León XIV, símbolos y esperanzas

 Carlos Eduardo Díaz

Periodista


Al final, como se tenía previsto, fue un cónclave breve. En el segundo día, luego de solamente cuatro rondas de votación, los cardenales eligieron a Robert Francis Prevost como nuevo Papa. La brevedad del cónclave —como ha ocurrido en las últimas ocasiones— habla de consensos al interior del Colegio Cardenalicio. Al menos dos tercios de los participantes están de acuerdo sobre cuál es el rumbo que la Iglesia debe seguir y quién es el hombre indicado para conducirla.

Aunque tendremos que esperar sus palabras y sus acciones para saber con certeza cuál será su forma de gobernar la Iglesia y relacionarse con el mundo, podemos, por lo pronto, interpretar los símbolos que lo rodean.

Robert Prevost tiene 69 años. Es un hombre joven. Esto indica que la apuesta de los cardenales es por un papado largo —diez, quince años, tal vez más—. Él será el encargado de llevar a la Iglesia hacia la primera mitad del siglo XXI, lo cual no será tarea sencilla, ante los retos que enfrenta.

El primero de ellos es la pérdida de fieles, lo cual es, sin duda, reflejo de su pérdida de credibilidad sumado a los escándalos. Sin embargo, cabe decir que a la Iglesia le va mejor en tiempos de crisis que en tiempos de cordialidad. De hecho, parte importante de su esencia es estar en crisis. En medio de las crisis, el diálogo y el consenso han conducido a la fortaleza. Prevost indudablemente lo sabe.

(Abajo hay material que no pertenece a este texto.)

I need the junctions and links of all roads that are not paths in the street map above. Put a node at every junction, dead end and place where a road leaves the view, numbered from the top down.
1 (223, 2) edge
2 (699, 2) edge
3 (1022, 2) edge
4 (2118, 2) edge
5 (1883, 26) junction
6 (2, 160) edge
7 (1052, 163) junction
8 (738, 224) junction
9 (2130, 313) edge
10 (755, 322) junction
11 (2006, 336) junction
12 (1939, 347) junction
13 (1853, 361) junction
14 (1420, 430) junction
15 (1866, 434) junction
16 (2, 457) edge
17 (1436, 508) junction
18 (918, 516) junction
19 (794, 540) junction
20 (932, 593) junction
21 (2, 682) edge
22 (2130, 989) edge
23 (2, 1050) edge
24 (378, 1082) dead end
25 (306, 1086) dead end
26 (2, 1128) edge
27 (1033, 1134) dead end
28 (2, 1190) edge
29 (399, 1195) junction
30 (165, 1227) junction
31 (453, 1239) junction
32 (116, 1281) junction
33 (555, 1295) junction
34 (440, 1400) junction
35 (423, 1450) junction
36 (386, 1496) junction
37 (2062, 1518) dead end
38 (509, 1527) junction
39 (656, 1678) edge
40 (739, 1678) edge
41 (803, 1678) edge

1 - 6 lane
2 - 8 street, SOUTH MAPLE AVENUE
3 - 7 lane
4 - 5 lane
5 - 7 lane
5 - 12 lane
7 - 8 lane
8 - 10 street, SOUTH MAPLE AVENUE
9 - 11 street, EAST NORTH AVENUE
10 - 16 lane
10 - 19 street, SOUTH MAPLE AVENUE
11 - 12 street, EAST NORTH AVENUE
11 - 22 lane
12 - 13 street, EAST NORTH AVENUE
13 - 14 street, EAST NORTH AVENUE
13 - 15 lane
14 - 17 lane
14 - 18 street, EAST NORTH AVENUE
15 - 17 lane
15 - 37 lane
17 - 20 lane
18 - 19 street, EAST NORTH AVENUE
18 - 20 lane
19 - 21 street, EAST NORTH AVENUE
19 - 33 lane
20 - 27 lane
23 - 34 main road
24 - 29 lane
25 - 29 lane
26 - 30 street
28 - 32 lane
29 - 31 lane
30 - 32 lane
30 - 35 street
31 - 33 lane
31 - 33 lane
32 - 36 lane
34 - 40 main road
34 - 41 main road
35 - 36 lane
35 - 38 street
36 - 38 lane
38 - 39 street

Por otro lado, aunque se trata del primer Papa nacido en los Estados Unidos, es hijo de migrantes y la mayor parte de su labor la ha realizado como misionero en el Perú, un país en el que permaneció tanto tiempo y que tanto lo marcó que incluso, en 2015, Francisco lo nombró obispo de la diócesis de Chiclayo y ese mismo año obtuvo la nacionalidad peruana.

A todas luces, Prevost no es el clásico estadounidense. De hecho, al interior de la Curia se le conocía como el menos estadounidense de los estadounidenses, lo cual se antoja que pueda ser un motivo de cercanía con el beligerante Donald Trump, pero con una postura crítica, particularmente en temas sensibles como la migración y los derechos humanos, con especial énfasis en las minorías marginadas a las que Trump se empeña en aplastar.




Su labor en el Perú fue interrumpida, apenas hace dos años, por el propio Francisco, quien lo llevó a Roma y lo nombró prefecto del Dicasterio para los Obispos y presidente de la Pontificia Comisión para América Latina, elevándolo a la vez a la dignidad de arzobispo. Esto sugiere que, de algún modo, comparte la visión de su antecesor en cuanto a los temas sociales que el mundo, y particularmente América Latina, enfrentan. Su formación académica, por otro lado, es interesante. Obtuvo en la Universidad Villanova el grado en Ciencias Matemáticas, junto con una especialización en Filosofía, y una maestría en Divinidad en la Unión Teológica Católica de Chicago, además de estudios en Derecho Canónico. Todo esto sugiere que es un hombre de pensamiento, pero también de acción. Su pontificado podría balancear la teología con la pastoral, lo cual era una de las preocupaciones de los cardenales: más teología, como Benedicto XVI, pero sin olvidar la acción pastoral, al modo de Francisco. Estaríamos ante un intento del Vaticano por acercarse a los sectores conservadores de la Iglesia que se alejaron con Francisco.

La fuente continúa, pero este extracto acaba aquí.